1) General treatment
a) Elimination or control of triggers of attacks: Physical exertion, mental excitement, cold, excessive drinking and eating increase oxygen consumption in the myocardium and can trigger exertional angina, so they must be avoided.
b) Removal or control of risk factors for atherosclerosis: Most coronary artery stenosis is caused by atherosclerosis, and it is necessary to remove or control risk factors that promote atherosclerosis, such as hypertension, dyslipidemia, smoking, diabetes, and obesity.
2) Drug therapy:
a) Organic angina:
i) Treatment of attacks: Nitroglycerin is highly effective. As soon as an attack occurs, one tablet (0.3 mg) is placed under the tongue and allowed to dissolve. The effect usually appears within 2 to 3 minutes. If the attack worsens or does not subside after 5 minutes, one more tablet should be added. If symptoms do not subside after 3 to 4 tablets are administered sublingually, the patient should be transferred to a coronary care unit (CCU) or equivalent facility where monitoring can be performed and treatment should be provided.
Nitrates such as nitroglycerin dilate the venous system, reducing the amount of blood returning to the heart, thereby decreasing the volume of the ventricle, lowering tension in the ventricular wall, and reducing the oxygen demand of the myocardium. At the same time, they dilate the large parts of the coronary arteries. Due to this mechanism of action, they eliminate attacks of exertional angina by reducing the oxygen demand of the myocardium.

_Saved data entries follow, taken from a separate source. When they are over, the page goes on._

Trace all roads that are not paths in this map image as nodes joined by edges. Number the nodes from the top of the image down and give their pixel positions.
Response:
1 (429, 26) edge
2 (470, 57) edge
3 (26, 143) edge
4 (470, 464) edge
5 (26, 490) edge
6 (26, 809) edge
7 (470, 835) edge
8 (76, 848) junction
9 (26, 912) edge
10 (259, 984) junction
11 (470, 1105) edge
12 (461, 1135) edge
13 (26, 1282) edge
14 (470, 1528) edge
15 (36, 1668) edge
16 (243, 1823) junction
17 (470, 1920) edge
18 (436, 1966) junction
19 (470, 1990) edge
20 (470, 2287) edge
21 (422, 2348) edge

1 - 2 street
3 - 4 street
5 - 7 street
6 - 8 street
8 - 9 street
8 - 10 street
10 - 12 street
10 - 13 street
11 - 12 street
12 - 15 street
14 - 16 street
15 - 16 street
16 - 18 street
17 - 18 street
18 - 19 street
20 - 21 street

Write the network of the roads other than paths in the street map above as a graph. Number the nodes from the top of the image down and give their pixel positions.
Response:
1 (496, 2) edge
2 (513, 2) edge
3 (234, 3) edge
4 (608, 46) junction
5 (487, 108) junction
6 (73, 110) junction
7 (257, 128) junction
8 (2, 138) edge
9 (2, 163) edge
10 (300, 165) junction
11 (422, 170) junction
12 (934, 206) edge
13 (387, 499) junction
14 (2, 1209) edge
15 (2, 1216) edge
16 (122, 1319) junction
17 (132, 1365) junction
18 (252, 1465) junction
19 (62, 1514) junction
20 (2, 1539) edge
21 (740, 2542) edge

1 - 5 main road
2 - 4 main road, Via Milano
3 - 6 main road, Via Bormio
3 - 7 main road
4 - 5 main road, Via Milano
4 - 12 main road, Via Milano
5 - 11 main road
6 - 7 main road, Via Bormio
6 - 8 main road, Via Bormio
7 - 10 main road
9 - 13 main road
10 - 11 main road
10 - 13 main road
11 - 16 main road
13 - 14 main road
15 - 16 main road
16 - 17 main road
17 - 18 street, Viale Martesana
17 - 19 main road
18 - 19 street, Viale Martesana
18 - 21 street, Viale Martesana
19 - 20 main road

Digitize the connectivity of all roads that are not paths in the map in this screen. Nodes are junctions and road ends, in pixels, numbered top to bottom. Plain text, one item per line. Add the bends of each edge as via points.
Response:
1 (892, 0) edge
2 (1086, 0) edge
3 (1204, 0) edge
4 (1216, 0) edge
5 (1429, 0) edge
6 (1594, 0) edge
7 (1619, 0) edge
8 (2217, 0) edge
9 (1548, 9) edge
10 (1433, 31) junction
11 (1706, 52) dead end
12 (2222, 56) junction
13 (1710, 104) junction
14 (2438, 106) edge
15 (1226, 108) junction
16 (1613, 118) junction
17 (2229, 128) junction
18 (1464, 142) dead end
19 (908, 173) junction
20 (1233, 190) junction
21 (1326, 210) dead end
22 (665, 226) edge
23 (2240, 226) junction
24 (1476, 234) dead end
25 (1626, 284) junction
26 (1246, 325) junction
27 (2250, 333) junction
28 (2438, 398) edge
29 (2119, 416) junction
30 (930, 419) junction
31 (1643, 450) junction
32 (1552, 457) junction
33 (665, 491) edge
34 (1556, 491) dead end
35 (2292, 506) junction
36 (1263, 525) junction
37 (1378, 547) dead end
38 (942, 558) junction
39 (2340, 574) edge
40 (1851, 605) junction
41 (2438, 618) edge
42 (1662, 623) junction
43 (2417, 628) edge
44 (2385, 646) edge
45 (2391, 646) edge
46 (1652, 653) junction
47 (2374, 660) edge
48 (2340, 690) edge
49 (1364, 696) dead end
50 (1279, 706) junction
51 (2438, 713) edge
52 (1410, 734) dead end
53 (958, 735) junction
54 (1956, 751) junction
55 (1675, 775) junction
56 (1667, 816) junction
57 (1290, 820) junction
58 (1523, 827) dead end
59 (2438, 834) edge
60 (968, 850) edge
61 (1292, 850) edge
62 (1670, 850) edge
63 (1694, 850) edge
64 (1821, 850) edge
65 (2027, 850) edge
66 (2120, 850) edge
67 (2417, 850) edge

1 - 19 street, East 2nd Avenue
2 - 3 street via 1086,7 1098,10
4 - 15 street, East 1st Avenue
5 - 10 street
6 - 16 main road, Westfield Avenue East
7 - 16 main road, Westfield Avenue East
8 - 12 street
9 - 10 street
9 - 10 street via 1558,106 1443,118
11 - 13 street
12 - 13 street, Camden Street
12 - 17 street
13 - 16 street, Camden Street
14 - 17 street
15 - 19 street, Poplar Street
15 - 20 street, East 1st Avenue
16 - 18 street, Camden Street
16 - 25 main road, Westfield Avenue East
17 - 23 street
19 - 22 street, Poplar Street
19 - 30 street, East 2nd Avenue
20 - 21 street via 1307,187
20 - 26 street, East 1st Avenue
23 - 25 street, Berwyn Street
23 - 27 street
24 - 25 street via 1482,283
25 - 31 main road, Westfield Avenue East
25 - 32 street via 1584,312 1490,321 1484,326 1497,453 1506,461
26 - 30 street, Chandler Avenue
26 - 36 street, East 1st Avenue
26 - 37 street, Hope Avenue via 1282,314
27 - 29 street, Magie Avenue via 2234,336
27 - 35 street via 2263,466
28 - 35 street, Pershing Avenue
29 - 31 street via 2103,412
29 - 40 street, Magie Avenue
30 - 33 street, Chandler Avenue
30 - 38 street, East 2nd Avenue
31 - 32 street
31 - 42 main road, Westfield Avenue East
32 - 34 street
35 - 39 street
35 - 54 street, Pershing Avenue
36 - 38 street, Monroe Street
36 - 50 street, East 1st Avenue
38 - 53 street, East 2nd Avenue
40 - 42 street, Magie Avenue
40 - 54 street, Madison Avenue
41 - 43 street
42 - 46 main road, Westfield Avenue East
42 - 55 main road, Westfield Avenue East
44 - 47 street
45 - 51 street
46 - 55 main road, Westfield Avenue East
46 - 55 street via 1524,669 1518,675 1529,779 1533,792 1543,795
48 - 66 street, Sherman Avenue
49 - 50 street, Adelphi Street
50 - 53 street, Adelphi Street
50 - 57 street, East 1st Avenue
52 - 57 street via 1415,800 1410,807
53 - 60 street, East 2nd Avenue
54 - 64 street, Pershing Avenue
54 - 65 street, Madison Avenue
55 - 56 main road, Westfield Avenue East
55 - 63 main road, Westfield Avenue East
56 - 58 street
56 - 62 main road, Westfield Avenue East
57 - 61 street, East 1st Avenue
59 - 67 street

ii) Medications for angina pectoris: Sublingual administration of nitroglycerin is short-lived, and drugs that are effective for a long time are required to prevent attacks. ① β-blockers: β-blockers are widely used to treat exertional angina, as they reduce myocardial oxygen demand by lowering heart rate, blood pressure, and myocardial contractility. ② Antiplatelet drugs: Aspirin is used unless contraindicated. After coronary intervention, aspirin and a thienopyridine antiplatelet drug are used in combination to prevent thrombosis. ③ Long-acting nitrates: These are effective by reducing tension in the ventricular wall and dilating the coronary arteries, but resistance has been reported. To prevent this, it is preferable not to maintain blood concentrations at a continuously high level, but to avoid administration during times when attacks are not occurring. ④ Calcium antagonists: Calcium antagonists are the first choice for vasospastic angina, but they dilate peripheral blood vessels to lower blood pressure, and some types also reduce heart rate, reducing myocardial oxygen demand and are effective for exertional angina.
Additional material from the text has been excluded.